SONNET 18 OF SHAKESPEARE

Sonnet 18 of Shakespeare is certainly the most popular sonnet because it is the one which has been deeply imbibed in the culture of the people. It is one of the 154 sonnets of Shakespeare and one among the sonnets addressed to the Fair Youth. The Fair Youth is the poet’s beloved whose name and identity are unknown. Sonnet 18 follows the rhyme scheme ABAB CDCD EFEF GG written in iambic pentameter. This sonnet was published in 1609 Quarto.

This sonnet departs from the previous sonnets of insisting the youth for procreation and pass on his beauty to next generation. The 154 sonnet sequence of Shakespeare doesn’t carry it’s own unique title i.e, Shakespeare did not assign title to his sonnets. Therefore, in all the sonnets, the first line serves as the title i.e, Sonnet 18: Shall I compare thee to a summer’s day? Sonnet 18 of Shakespeare Sonnet 18 of Shakespeare

SONNET 18 OF SHAKESPEARE

SONNET 18 OF SHAKESPEARE

Shall I compare thee to a summer’s day?
Thou art more lovely and more temperate:
Rough winds do shake the darling buds of May,
And summer’s lease hath all too short a date:
Sometime too hot the eye of heaven shines,
And often is his gold complexion dimm’d;
And every fair from fair sometime declines,
By chance or nature’s changing course untrimm’d;
But thy eternal summer shall not fade
Nor lose possession of that fair thou owest;
Nor shall Death brag thou wander’st in his shade,
When in eternal lines to time thou growest:
So long as men can breathe or eyes can see,
So long lives this and this gives life to thee.

SONNET 18 OF SHAKESPEARE SUMMARY

William Shakespeare starts sonnet 18 with a question to the Fair Youth if he can compare the young man to a summer’s day. Comparably he is more lovely and temperate than a summer’s day. The sun, the eye of heaven, during the summer is sometimes too hot or too dim. Rough winds distract the darling buds of May. And the summer is short-lived and subject to change. Unlike the summer whose beauty is not permanent, the youth’s beauty is eternal that would never fade away in course of time. Nor shall ‘Death brag you wander’st in his shade‘.

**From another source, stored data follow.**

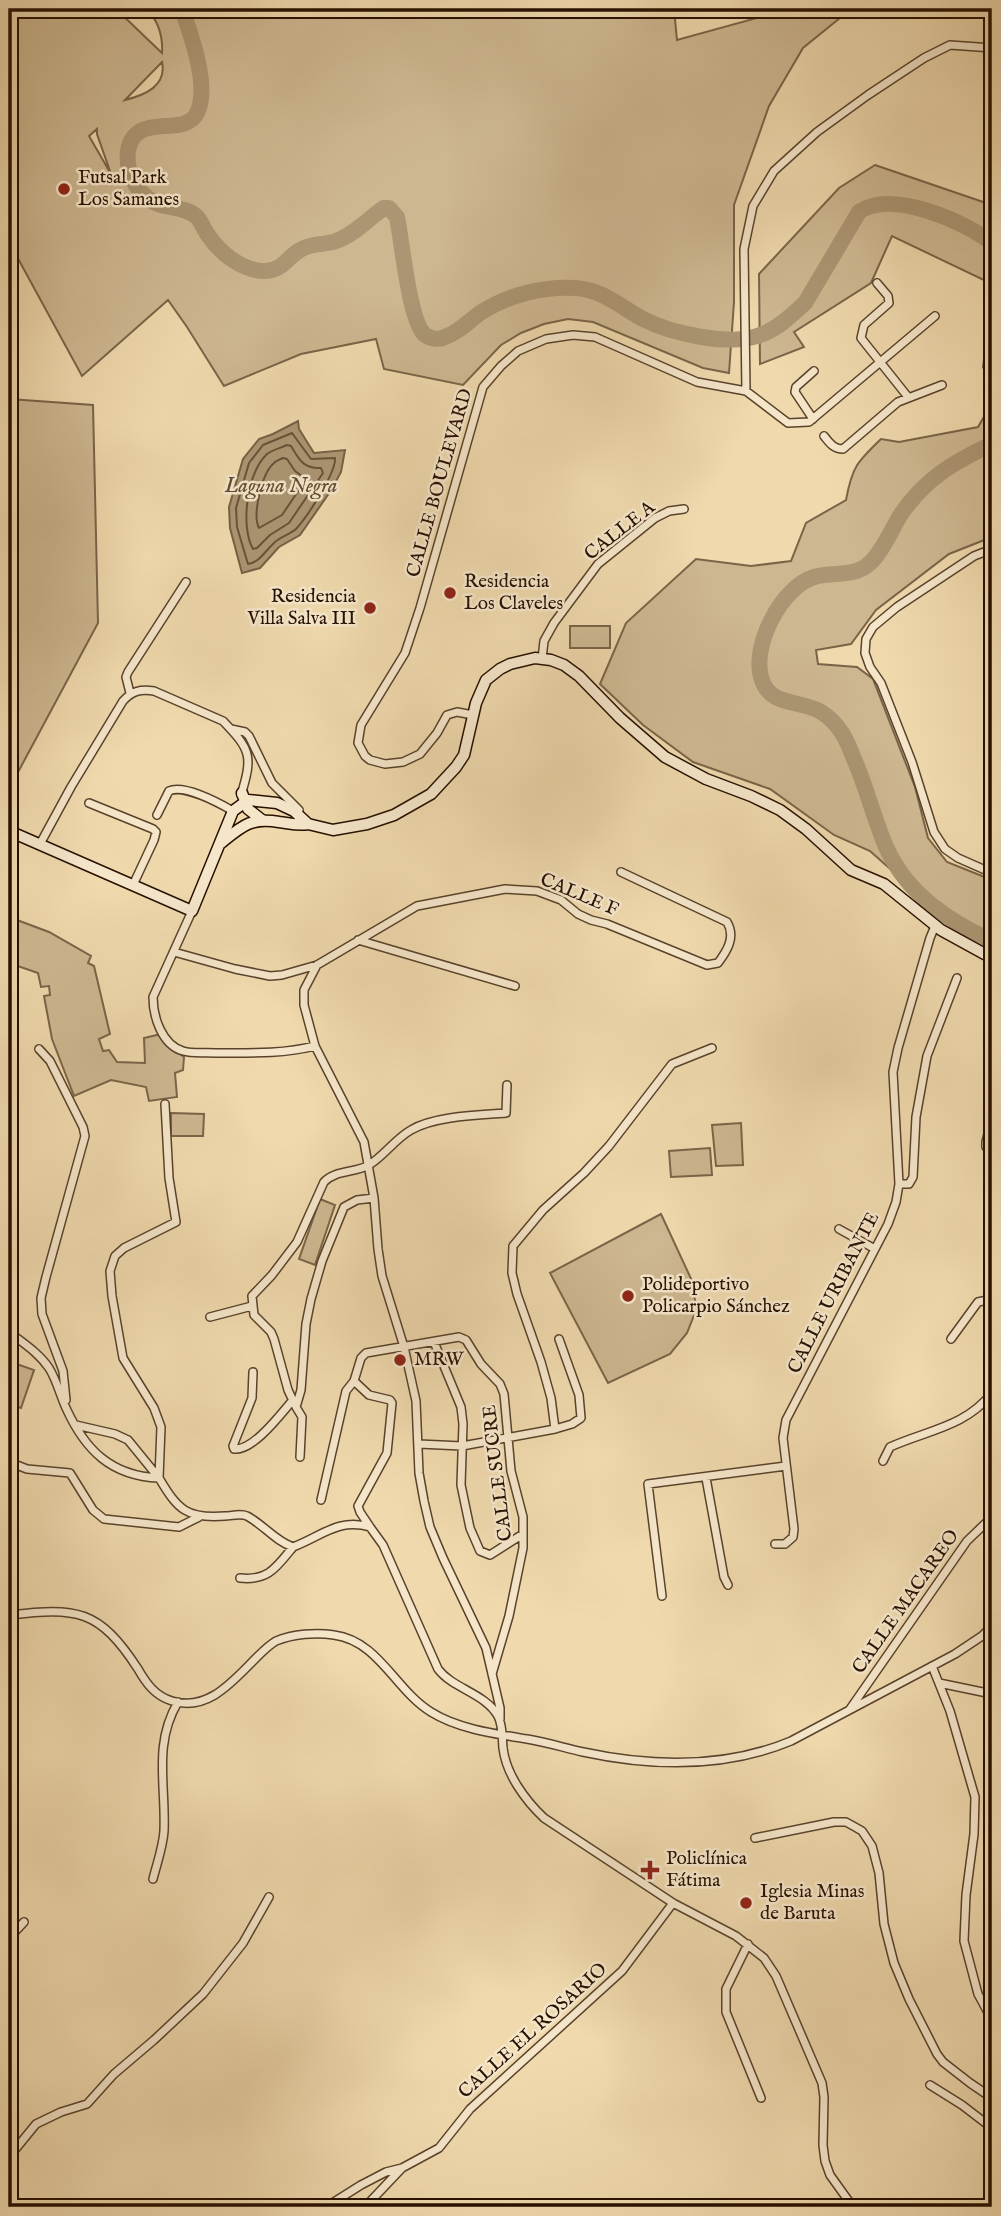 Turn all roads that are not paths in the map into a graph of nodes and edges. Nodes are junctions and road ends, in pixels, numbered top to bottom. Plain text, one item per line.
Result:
1 (992, 48) edge
2 (877, 283) dead end
3 (935, 316) dead end
4 (880, 362) junction
5 (814, 371) dead end
6 (942, 385) dead end
7 (746, 391) junction
8 (908, 397) junction
9 (813, 419) junction
10 (824, 436) dead end
11 (684, 509) dead end
12 (992, 549) edge
13 (186, 582) dead end
14 (542, 659) junction
15 (130, 693) junction
16 (473, 715) junction
17 (230, 729) junction
18 (243, 797) junction
19 (89, 803) dead end
20 (234, 810) junction
21 (157, 815) dead end
22 (265, 821) junction
23 (308, 824) junction
24 (9, 831) edge
25 (221, 843) junction
26 (40, 844) junction
27 (621, 872) dead end
28 (992, 873) edge
29 (133, 885) junction
30 (192, 911) junction
31 (935, 926) junction
32 (357, 940) junction
33 (174, 952) junction
34 (992, 958) edge
35 (317, 965) junction
36 (957, 978) dead end
37 (515, 986) dead end
38 (315, 1046) junction
39 (712, 1048) dead end
40 (39, 1049) dead end
41 (507, 1085) dead end
42 (165, 1104) dead end
43 (992, 1118) edge
44 (989, 1149) edge
45 (369, 1165) junction
46 (899, 1184) junction
47 (374, 1199) junction
48 (839, 1229) dead end
49 (875, 1249) junction
50 (992, 1299) edge
51 (252, 1306) junction
52 (210, 1317) dead end
53 (9, 1332) edge
54 (559, 1339) dead end
55 (951, 1339) dead end
56 (435, 1342) junction
57 (404, 1347) junction
58 (253, 1372) dead end
59 (354, 1381) junction
60 (992, 1393) edge
61 (294, 1404) junction
62 (66, 1408) junction
63 (76, 1425) junction
64 (555, 1429) junction
65 (509, 1436) junction
66 (419, 1444) junction
67 (462, 1446) junction
68 (300, 1457) dead end
69 (883, 1461) dead end
70 (9, 1462) edge
71 (786, 1466) junction
72 (159, 1478) junction
73 (706, 1478) junction
74 (321, 1500) dead end
75 (198, 1517) junction
76 (992, 1517) edge
77 (370, 1527) junction
78 (523, 1534) junction
79 (775, 1544) dead end
80 (293, 1547) junction
81 (240, 1578) dead end
82 (728, 1585) dead end
83 (662, 1596) dead end
84 (9, 1615) edge
85 (992, 1626) edge
86 (932, 1666) junction
87 (491, 1674) junction
88 (939, 1684) junction
89 (992, 1694) edge
90 (178, 1702) junction
91 (850, 1710) junction
92 (500, 1720) junction
93 (503, 1736) junction
94 (755, 1838) dead end
95 (153, 1879) dead end
96 (269, 1898) dead end
97 (673, 1903) junction
98 (24, 1922) dead end
99 (9, 1938) edge
100 (748, 1944) junction
101 (992, 2020) edge
102 (930, 2085) dead end
103 (761, 2098) dead end
104 (992, 2098) edge
105 (992, 2128) edge
106 (9, 2157) edge
107 (402, 2168) junction
108 (326, 2207) edge
109 (365, 2207) edge
110 (853, 2207) edge

1 - 7 street
2 - 4 street
3 - 4 street
4 - 8 street
4 - 9 street
5 - 9 street
6 - 8 street
7 - 9 street
7 - 16 street, CALLE BOULEVARD
8 - 10 street
11 - 14 street, CALLE A
12 - 28 street
13 - 15 street
14 - 16 street
14 - 31 street
15 - 17 street
15 - 26 street
16 - 23 street
17 - 18 street
17 - 23 street
18 - 20 street
18 - 22 street
18 - 23 street
19 - 29 street
20 - 21 street
20 - 25 street
22 - 23 street
22 - 25 street
24 - 26 street
25 - 30 street
26 - 29 street
27 - 32 street, CALLE F
29 - 30 street
30 - 33 street
31 - 34 street
31 - 46 street, CALLE URIBANTE
32 - 35 street, CALLE F
32 - 37 street
33 - 35 street, CALLE F
33 - 38 street
35 - 38 street
36 - 46 street
38 - 45 street
39 - 64 street
40 - 62 street
41 - 45 street
42 - 72 street
43 - 44 street
45 - 47 street
45 - 51 street
46 - 49 street, CALLE URIBANTE
47 - 57 street
47 - 61 street
48 - 49 street
49 - 71 street, CALLE URIBANTE
50 - 55 street
51 - 52 street
51 - 61 street
53 - 62 street
54 - 64 street
56 - 57 street, CALLE SUCRE
56 - 65 street, CALLE SUCRE
56 - 67 street
57 - 59 street, CALLE SUCRE
57 - 66 street
58 - 61 street
59 - 74 street
59 - 77 street
60 - 69 street
61 - 68 street
62 - 63 street
63 - 72 street
63 - 72 street
64 - 65 street
65 - 67 street
65 - 78 street, CALLE SUCRE
66 - 67 street
66 - 87 street
67 - 78 street
70 - 75 street
71 - 73 street
71 - 79 street, CALLE URIBANTE
72 - 75 street
73 - 82 street
73 - 83 street
75 - 80 street
76 - 91 street, CALLE MACAREO
77 - 80 street
77 - 92 street
78 - 87 street, CALLE SUCRE
80 - 81 street
84 - 90 street
85 - 86 street
86 - 88 street
86 - 91 street
87 - 92 street
88 - 89 street
88 - 101 street
90 - 93 street
90 - 95 street
91 - 93 street
92 - 93 street
93 - 97 street
94 - 104 street
96 - 106 street
97 - 100 street
97 - 107 street, CALLE EL ROSARIO
98 - 99 street
100 - 103 street
100 - 110 street
102 - 105 street
107 - 108 street, CALLE EL ROSARIO
107 - 109 street, CALLE EL ROSARIO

The speaker says that the young man (his beauty or the description of his beauty) will live on this earth as long as the readers read thi(e)s(e) sonnet(s). The youth’s beauty is immortalized in his lasting verses, so his beauty will never fade. His beauty will live ‘so long as men can breathe or eyes can see‘. As long as the people live on the earth and read his verses, his beauty will live forever, so are his verses.

The main themes in Sonnet 18 are the eternal love and immortality of beauty, timelessness of art and changeability of nature’s beauty. A summer’s day is a lovely thing, but it (its beauty) is subject to change. Similarly the youth is beautiful, but his beauty is subject to change in course of time. His beauty is changeable and immortal at the same time because his beauty is immortalized in verses by the poet.

POETIC DEVICES

At least two significant poetic devices used in the Sonnet 18: conceit and personification. Poetic techniques or devices are literary devices used in poetry to enhance the intensity of feeling, to create rhythm and in particular to beautify the verses. Sonnet 18 of Shakespeare Sonnet 18 of Shakespeare

EXTENDED METAPHOR

As a literary device, extended metaphor is an extended version of metaphor that extends at length to multiple lines or stanzas in a poem or any literary piece. It is also known as sustained metaphor or conceit. In this sonnet, Shakespeare compares his beloved to a summer’s day throughout the poem: Shall I compare thee to a summer’s day? …thy eternal summer shall not fade.

PERSONIFICATION

Personification is a literary device that refers to the attribution of human characteristics to non-living or inanimate objects. Death is personified in this sonnet, death can’t take away his beauty, the poet says: Nor shall Death brag thou wander’st in his shade. Sonnet 18 of Shakespeare Sonnet 18 of Shakespeare

THE 1609 QUARTO VERSION OF SONNET 18

SHall I compare thee to a Summers day?
Thou art more louely and more temperate:
Rough windes do ſhake the darling buds of Maie,
And Sommers leaſe hath all too ſhorte a date:
Sometime too hot the eye of heauen ſhines,
And often is his gold complexion dimm’d,
And euery faire from faire ſome-time declines,
By chance,or natures changing courſe vntrim’d:
But thy eternall Sommer ſhall not fade,
Nor looſe poſſeſſion of that faire thou ow’ſt,
Nor ſhall death brag thou wandr’ſt in his ſhade,
When in eternall lines to time thou grow’ſt,
So long as men can breathe or eyes can ſee,
So long liues this,and this giues life to thee.